See our latest analysis for Charter Communications.
The share price has drifted lower in recent weeks, with a 1 month share price return of 7.27% and a 1 day move of 2.29% lower. In comparison, the 1 year total shareholder return of 43.08% and 5 year total shareholder return of 64.70% highlight how sentiment has weakened over time despite the newer focus on data and AI initiatives.
If the AI push at Charter has your attention, it may be worth widening your search to other names using our screener of 36 AI infrastructure stocks.
With analysts flagging near term pressure and the shares trading at a large stated discount to price targets and intrinsic estimates, is Charter now mispriced, or are markets already factoring in whatever growth its AI ambitions might bring?
Simply Wall St's most followed narrative values Charter at $276.80 per share versus the last close of $215.88, framing a sizeable valuation gap for readers to interrogate.
Charter Communications is rapidly increasing its Spectrum Mobile line growth, providing a strong contribution to EBITDA and expected revenue growth due to its market leading mobile connectivity. Charter is leveraging its fully converged network and expanding CBRS deployment to handle increasing broadband and handset data usage efficiently, which should reduce costs and improve margins.
Want to see how this mobile and network story translates into that higher fair value? The narrative leans heavily on future earnings power, margin resilience and a tighter share count. The key inputs might surprise you.
Result: Fair Value of $276.80 (UNDERVALUED)
Have a read of the narrative in full and understand what's behind the forecasts.
However, the story can quickly change if high competition in broadband and mobile, or Charter's US$93.6b debt load, start to weigh more heavily on execution.
Find out about the key risks to this Charter Communications narrative.
With sentiment clearly mixed, both cautious and optimistic, it makes sense to look through the numbers yourself and decide what really matters right now. To weigh those competing signals side by side and firm up your own stance, start by reviewing the 3 key rewards and 1 important warning sign
If Charter is only one piece of your watchlist, broaden your scope now and let fresh ideas compete for a place in your portfolio.
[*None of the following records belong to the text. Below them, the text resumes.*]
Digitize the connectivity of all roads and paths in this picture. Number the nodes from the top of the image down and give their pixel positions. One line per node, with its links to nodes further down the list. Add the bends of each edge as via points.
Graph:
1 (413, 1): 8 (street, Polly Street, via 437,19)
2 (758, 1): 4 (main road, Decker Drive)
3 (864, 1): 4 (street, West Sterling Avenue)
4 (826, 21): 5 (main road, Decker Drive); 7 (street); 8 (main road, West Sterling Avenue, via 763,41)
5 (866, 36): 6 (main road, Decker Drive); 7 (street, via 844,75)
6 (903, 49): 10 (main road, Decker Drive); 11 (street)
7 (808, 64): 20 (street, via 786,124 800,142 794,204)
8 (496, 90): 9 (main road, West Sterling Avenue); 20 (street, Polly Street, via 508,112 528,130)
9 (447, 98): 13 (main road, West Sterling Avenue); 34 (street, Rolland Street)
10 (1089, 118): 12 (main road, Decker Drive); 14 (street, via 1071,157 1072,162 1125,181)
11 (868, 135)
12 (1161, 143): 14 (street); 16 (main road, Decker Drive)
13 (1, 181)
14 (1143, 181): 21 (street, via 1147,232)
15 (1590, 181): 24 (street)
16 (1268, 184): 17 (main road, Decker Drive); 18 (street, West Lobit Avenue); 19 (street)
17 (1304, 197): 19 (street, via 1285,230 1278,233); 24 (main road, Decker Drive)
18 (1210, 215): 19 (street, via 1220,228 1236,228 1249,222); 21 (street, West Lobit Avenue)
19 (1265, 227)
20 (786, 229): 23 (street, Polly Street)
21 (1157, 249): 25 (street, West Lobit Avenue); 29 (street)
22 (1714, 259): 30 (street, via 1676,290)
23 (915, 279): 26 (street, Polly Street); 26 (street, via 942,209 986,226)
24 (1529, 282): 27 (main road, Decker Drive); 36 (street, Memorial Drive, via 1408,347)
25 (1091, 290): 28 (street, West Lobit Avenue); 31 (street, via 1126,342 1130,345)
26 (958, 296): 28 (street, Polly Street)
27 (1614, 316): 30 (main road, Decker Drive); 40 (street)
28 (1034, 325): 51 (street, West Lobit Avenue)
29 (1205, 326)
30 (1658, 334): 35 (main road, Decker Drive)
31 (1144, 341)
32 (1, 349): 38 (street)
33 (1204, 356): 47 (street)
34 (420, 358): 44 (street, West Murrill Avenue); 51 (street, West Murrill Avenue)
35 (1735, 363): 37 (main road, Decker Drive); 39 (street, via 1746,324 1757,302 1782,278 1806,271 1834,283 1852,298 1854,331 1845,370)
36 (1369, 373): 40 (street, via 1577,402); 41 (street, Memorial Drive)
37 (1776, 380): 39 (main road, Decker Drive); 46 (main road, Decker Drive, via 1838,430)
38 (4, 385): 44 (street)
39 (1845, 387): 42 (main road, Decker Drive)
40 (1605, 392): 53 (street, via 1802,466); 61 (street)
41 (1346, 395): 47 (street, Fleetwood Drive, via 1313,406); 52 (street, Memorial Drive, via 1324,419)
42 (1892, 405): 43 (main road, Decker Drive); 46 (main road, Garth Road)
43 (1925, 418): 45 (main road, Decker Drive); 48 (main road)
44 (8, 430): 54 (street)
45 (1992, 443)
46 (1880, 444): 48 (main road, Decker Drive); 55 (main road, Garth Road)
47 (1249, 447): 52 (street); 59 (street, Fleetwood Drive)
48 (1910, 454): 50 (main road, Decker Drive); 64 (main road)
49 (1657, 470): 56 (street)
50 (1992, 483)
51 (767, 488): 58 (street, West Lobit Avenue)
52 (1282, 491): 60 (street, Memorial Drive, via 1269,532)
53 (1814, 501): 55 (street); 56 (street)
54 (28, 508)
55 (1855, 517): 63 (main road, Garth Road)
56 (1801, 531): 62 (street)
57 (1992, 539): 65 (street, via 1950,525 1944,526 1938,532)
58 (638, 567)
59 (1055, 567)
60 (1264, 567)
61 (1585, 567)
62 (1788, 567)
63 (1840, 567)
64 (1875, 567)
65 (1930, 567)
This article by Simply Wall St is general in nature. We provide commentary based on historical data and analyst forecasts only using an unbiased methodology and our articles are not intended to be financial advice. It does not constitute a recommendation to buy or sell any stock, and does not take account of your objectives, or your financial situation. We aim to bring you long-term focused analysis driven by fundamental data. Note that our analysis may not factor in the latest price-sensitive company announcements or qualitative material. Simply Wall St has no position in any stocks mentioned.